Facts: Das, was wir nicht sehen

  • 100 Milliarden Sterne befinden sich in unserer Galaxie. Mit freiem Auge können wir freilich längst nicht alle sehen
  • 6.9.24 An diesem Tag, der "Earth Night", werden Menschen weltweit  aufgerufen, für eine Nacht das Außenlicht zu reduzieren und so ein Zeichen gegen Lichtverschmutzung zu setzen
  • 4.000 Im Vergleich zum dunklen Nachthimmel ist es in dicht besiedelten Gebieten, wie Städten, um 4.000 Prozent heller
  • 10 Trotz Bemühungen nimmt die Lichtverschmutzung unseres Himmels jährlich weltweit um 10 Prozent zu
  • 99 Aufgrund der zahlreichen Lichtquellen kennen 99 Prozent der europäischen Bevölkerung keine völlige nächtliche Dunkelheit 
  • 130 So wenig Sterne kann man aufgrund der Lichtverschmutzung  in der Wiener Innenstadt sehen.
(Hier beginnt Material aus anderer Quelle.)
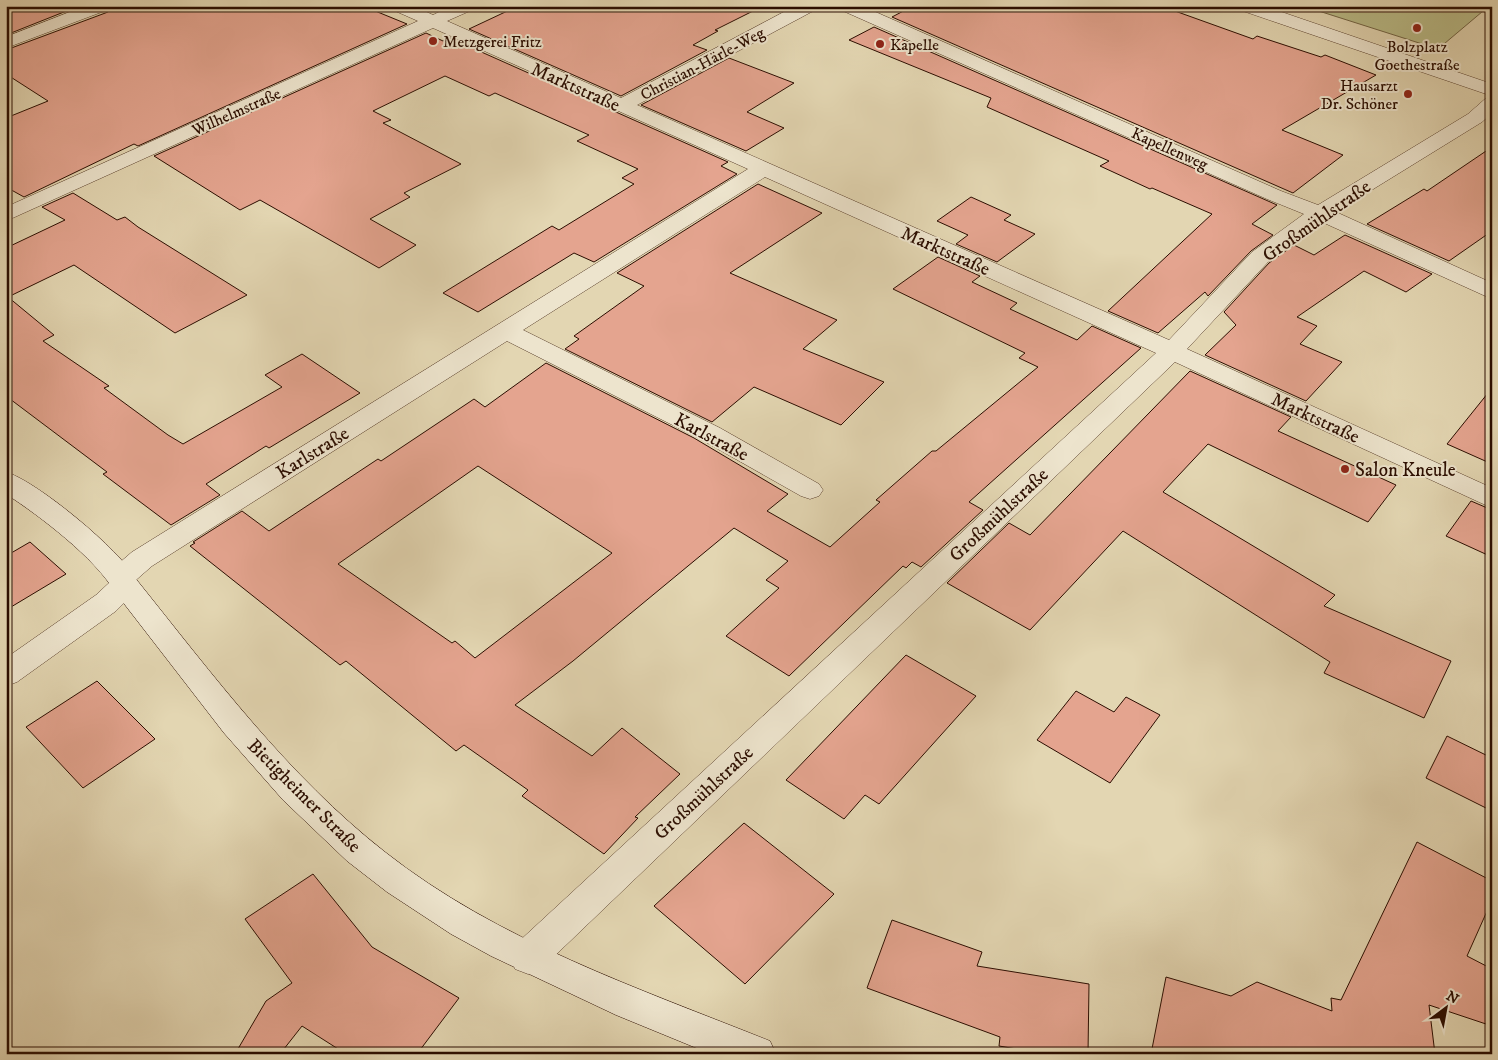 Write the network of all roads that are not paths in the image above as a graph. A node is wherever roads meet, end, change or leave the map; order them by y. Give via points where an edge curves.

Am Stadtrand sind es bereits 6.000

Im Salzbergwerk geht es um künstliches Licht, brennende Holzstäbe erhellten die Arbeitswelt unter Tag. In Großmugl hingegen präsentiert sich der Leeberg bei Nacht im natürlichen Sternenlicht, weil kein Lichtsmog den Himmel trübt. 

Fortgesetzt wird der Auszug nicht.